A DAQ system with fast processing and transfer speeds in mind has been designed in [11]. The design of a high-speed FPGA-based DAQ system consists of an ADC with a 16-bit resolution for data conversion, two smaller-sized buffers used to store the temporary data samples, and a DMA that was programmed to achieve data transfers without loss of a single data sample when transferring sampled data from the temporary buffers assigned to the ADC to the DD3 SDRAM which is used as permanent storage. On the FPGA, a soft processor core was instantiated and tasked with initiating new DMA transfers. By overcoming the problems caused by the mismatch of operating frequencies between DMA, ADC, and SDRAM, the authors achieved a maximum acquisition rate of 10 MSps. The downside of such a design is the use of on-board memory as permanent storage, which makes it harder to utilize a PC to visualize and further analyze the acquired data, thus without the possibility to analyze the data in real-time.

Designing a highly specialized FPGA-based DAQ system was the approach taken in [12]. This design presents a multichannel, high-speed DAQ system that supports acquisition for long periods of time, all of which are requirements of the Experimental Advanced Superconducting Tokamak (EAST) device [13]. In the design, four ADCs are connected to an FPGA, which is then connected to a data server through a Peripheral Component Interconnect (PCI) Express interface. This allows acquisition from multiple channels synchronously with the acquisition rate of 80 MSps (20 MSps per channel) and the precision of 12 bits, with the acquisition lasting more than 1250 s of continuous sampling. Synchronous sampling of the four ADCs was achieved by instantiating a clock configuration circuit on the FPGA, which provides four phase-shifted clock signals. To extend the maximum continuous acquisition time, the authors have implemented the Lempel-Ziv-Oberhumer (LZO) algorithm [14] on the FPGA, which allows for fast compression and decompression. By employing FPGA parallel processing mechanisms, data acquisition efficiency was not affected by compression.
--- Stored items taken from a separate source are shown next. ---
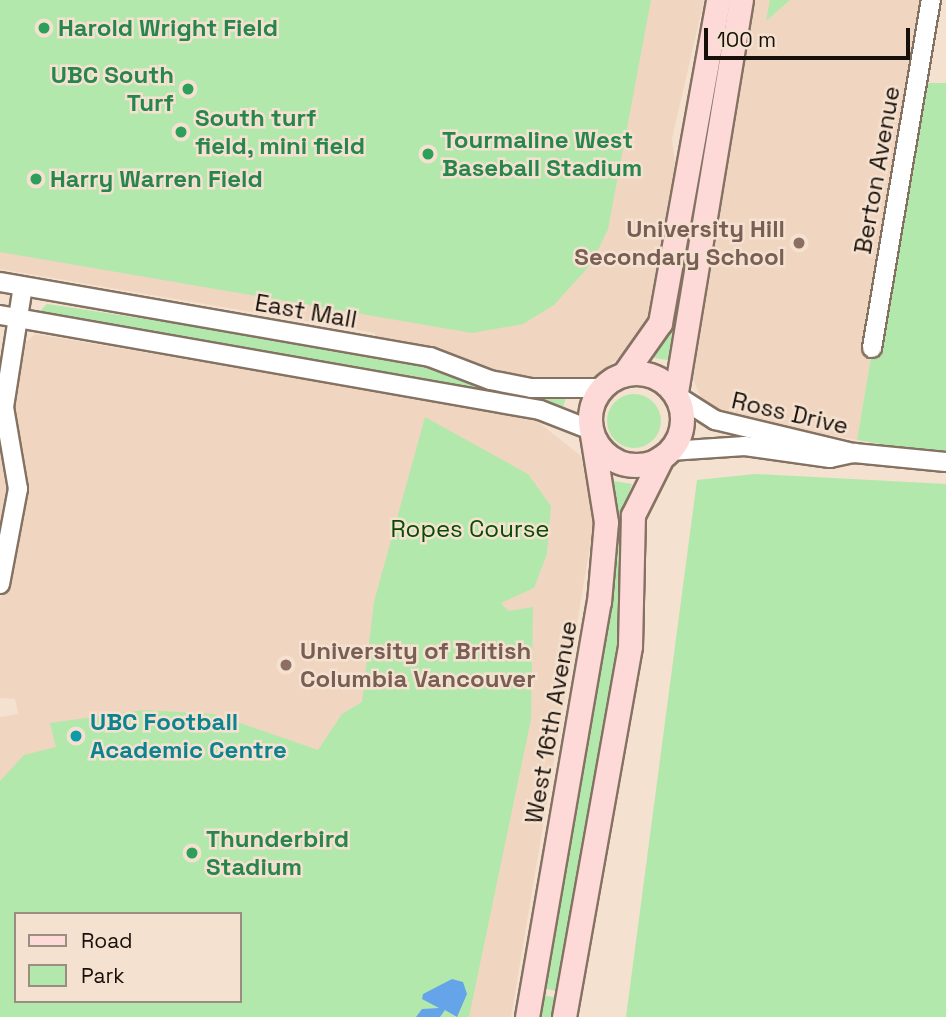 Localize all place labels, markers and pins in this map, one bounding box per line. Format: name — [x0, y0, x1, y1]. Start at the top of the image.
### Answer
place label: Harold Wright Field — [58, 14, 278, 42]
marker: Harold Wright Field — [36, 20, 52, 36]
place label: UBC South Turf — [51, 61, 174, 117]
marker: UBC South Turf — [180, 81, 196, 97]
place label: South turf field, mini field — [195, 104, 366, 160]
marker: South turf field, mini field — [173, 124, 189, 140]
place label: Tourmaline West Baseball Stadium — [442, 126, 642, 182]
marker: Tourmaline West Baseball Stadium — [420, 146, 436, 162]
place label: Harry Warren Field — [50, 165, 263, 193]
marker: Harry Warren Field — [28, 171, 44, 187]
place label: University Hill Secondary School — [574, 215, 785, 271]
marker: University Hill Secondary School — [791, 235, 807, 251]
place label: University of British Columbia Vancouver — [300, 637, 536, 693]
marker: University of British Columbia Vancouver — [278, 657, 294, 673]
place label: UBC Football Academic Centre — [90, 708, 287, 764]
marker: UBC Football Academic Centre — [68, 728, 84, 744]
place label: Thunderbird Stadium — [206, 825, 349, 881]
marker: Thunderbird Stadium — [184, 845, 200, 861]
Even though this DAQ system was developed for a specific use case, data visualization could be improved because the paper features only a digital waveform view of the captured data in an unmentioned software tool.

A similar approach was taken in [15], a design of a DAQ system developed for Superheated Emulsion Detectors (SEDs) [16]. The paper presents a 10-channel, 12-bit resolution high-speed DAQ system with acquisition rates of 500 kSps per channel. The design features triggered acquisition and a user-programmable threshold with pre- and post-trigger adjustments. This allows the user to choose how many samples before and how many samples after the automatic or manual trigger are desired to be captured. Because of the specific application of this DAQ system, all 10 channels need to be sampled at once. Each of the 10 analog signals is connected to a signal conditioning board, followed by an ADC board, which is then connected to the main FPGA board, which features the main processor. All the 10 ADCs use the same sampling clock, and all the conversion results are read at the same time, stored in a circular buffer, and the converted values are compared with a threshold value. If the threshold value is exceeded, a configured number of samples before and after the threshold sample are collected and sent to a PC using a Universal Asynchronous Receiver/Transmitter (UART) interface [17]. The DAQ system uses a graphical user interface (GUI) designed in LabVIEW [18] to provide visualization of the collected data. Although the maximum possible acquisition rate simultaneously over all the channels is 5 MSps, UART communication technology does not allow for a higher baud rate than 921,600 bps, limiting the total system throughput when acquiring signals over longer periods of time. As soon as the internal FPGA buffers get filled, acquisition stops until all the samples are transmitted.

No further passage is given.